A few days later, I'm at N. (a sickness forbids him to walk much, hence his absence at Dosa Park) and we speak about my project. He knows a lot about Oxford, having worked here most of his life, and studied here as well before, so we discuss buildings, and the many changes to the city. Apparently, the place that is quite iconic now in Oxford, Radcliffe square, was a complete mess till not sure when (the eighteenth century?), there were many streets there, all very curvey and medieval. They all disappeared to give way to the construction of the Radcliffe Camera, an extension of the Bodleian Library. My head is buzzing with facts and figures, which as you can see, I have compltely forgotten. Oh well. But before I leave, N.  lends me a book about Oxford, not the usual one though, the Cowley Road: Isolarion by James Attlee.

I'm very happy to be leaving the Oxford university world (and I have to admit I failed to like the latest book written by an academic on the subject, perhaps because I only read the bit about his criticism of an ex-employer of mine -anything but 'real Oxford' by the way. Call me old fashioned, but if you are invited to lunch in a place, you either accept it or refuse it, but if you accept it, there's no need to criticise the place afterwards? Perhaps he should have not gone to lunch and just pissed on the external wall? Not difficult, it's on the High) so here I am, attacking this new book which sounds like a liberation. The Cowley road, freedom! But here we go again, Sebald appears. Sebald and melancholia, Sebald and his profound protestant ethic, never mind that he was raised a Catholic, says the academic interviewed by Attlee, he fits very well in this protestant ethic. Yap... Sebald again. Oh kill me now.

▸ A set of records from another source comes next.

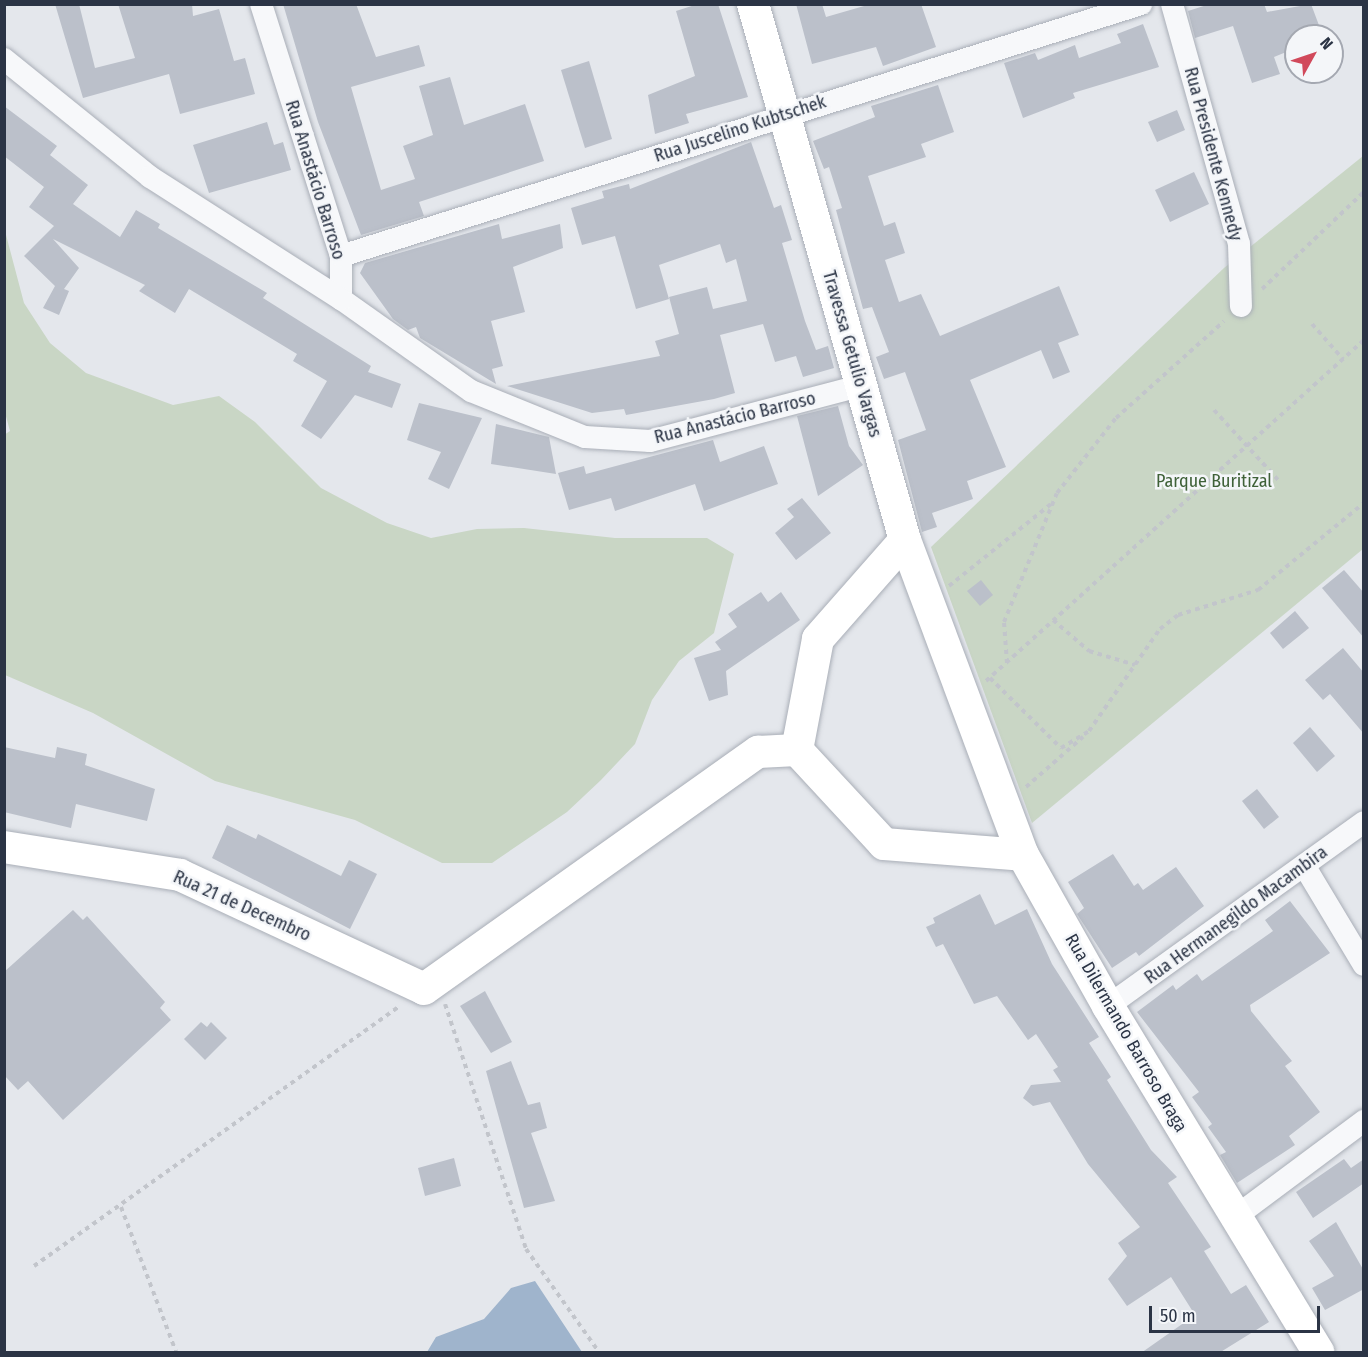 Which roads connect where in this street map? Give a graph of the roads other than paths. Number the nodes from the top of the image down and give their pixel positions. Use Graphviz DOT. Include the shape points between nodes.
graph roads {
  1 [pos="261,4"];
  2 [pos="753,4"];
  3 [pos="1141,4"];
  4 [pos="1172,4"];
  5 [pos="4,59"];
  6 [pos="785,114"];
  7 [pos="341,256"];
  8 [pos="341,299"];
  9 [pos="1241,306"];
  10 [pos="860,386"];
  11 [pos="905,540"];
  12 [pos="962,699"];
  13 [pos="797,750"];
  14 [pos="1364,822"];
  15 [pos="4,847"];
  16 [pos="1023,855"];
  17 [pos="1305,867"];
  18 [pos="1364,965"];
  19 [pos="1108,1006"];
  20 [pos="1364,1121"];
  21 [pos="1235,1217"];
  22 [pos="1318,1353"];
  1 -- 7 [label="street, Rua Anastácio Barroso"];
  2 -- 6 [label="street, Travessa Getulio Vargas"];
  3 -- 6 [label="street, Rua Juscelino Kubtschek"];
  4 -- 9 [label="street, Rua Presidente Kennedy" via="1239,244"];
  5 -- 8 [label="street" via="150,177"];
  6 -- 7 [label="street, Rua Juscelino Kubtschek"];
  6 -- 10 [label="street, Travessa Getulio Vargas"];
  7 -- 8 [label="street, Rua Anastácio Barroso"];
  8 -- 10 [label="street, Rua Anastácio Barroso" via="471,391 585,437 650,441"];
  10 -- 11 [label="street, Travessa Getulio Vargas"];
  11 -- 12 [label="street, Travessa Getulio Vargas"];
  11 -- 13 [label="street" via="818,639"];
  12 -- 16 [label="street, Rua Dilermando Barroso Braga"];
  13 -- 15 [label="street, Rua 21 de Decembro" via="758,752 429,986 180,875"];
  13 -- 16 [label="street" via="884,844"];
  14 -- 17 [label="street, Rua Hermanegildo Macambira"];
  16 -- 19 [label="street, Rua Dilermando Barroso Braga"];
  17 -- 18 [label="street"];
  17 -- 19 [label="street, Rua Hermanegildo Macambira"];
  19 -- 21 [label="street, Rua Dilermando Barroso Braga"];
  20 -- 21 [label="street"];
  21 -- 22 [label="street, Rua Dilermando Barroso Braga"];
}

I take refuge, a few days later, in the fantastic Westgate public library, built for people like me, always in a hurry after work, but so happy to breathe freely and take your time getting lost. I decide, for once, to not read a book about travelling, not about England, not about Oxfordshire, not about walking. Well you name it, there's a lot you can read if you want to write about a subject like that. 

So I borrow John Le Carré' s last book ever written Silverview, because I know for sure I have not read it (it's difficult with the others, I've read so many but I don't remember which ones) and I'm so happy to escape my studies for a while. But kill me now again. Sebald is there too. What is it with Sebald and the English? The book, the bloody book The Rings of Saturn is stocked in a new bookshop and becomes even a code for one of the many spy games played, and they go to Orford Ness, the antithesis of Oxford it seems as there is nothing there! (I speak here of the army testing place of course, not the village of Orford)

And, latest update, I go to the two pounds bookshop (now three pounds I think and called Book Stop) and who's there, to nag me? Again? Yes, dear Mr Sebald and his Rings of Saturn. Really annoying because of course the book was much cheaper there.

So yes, Sebald seems to be on my arse all the time whatever I do. I cannot fight it. A book inspires another book which inspires another book ad vitam aeternam (so happy here to be using the only Latin I know - before you think I know this language). A real republic there. Books echo other books, a bit like many books on psychogeography by Self, Sinclair and Papadimitriou all smell a bit (a hell of a lot if you really ask me) of testosterone stuck in Gore-Tex.

So here we are. It can be annoying but also wonderful. There's no such think as an orphan book, they all belong to a family, speaking with the dead and the living, continuously. And yes it's a republic, because if it were a kingdom, who would be the king? Shakespeare probably for the Brits, Proust for the French, Mann for the Germans. And then it'd be even more complicated, because I love Proust don't get me wrong, but my King would be a Queen, Queen Colette, or Queen Despentes. And in this country? Queen Winterson? Difficult, difficult.

So no, a republic would do. And why in French you ask. La république des livres. Because a long time ago, in Oxford, I heard an academic give a lecture called like this. Who was it again? Oh yes I remember, it was Robert Darnton. Liked the lecture. Forgot it now, but nevermind. I so liked the term I keep it, though it must be coming from another place, another book, right?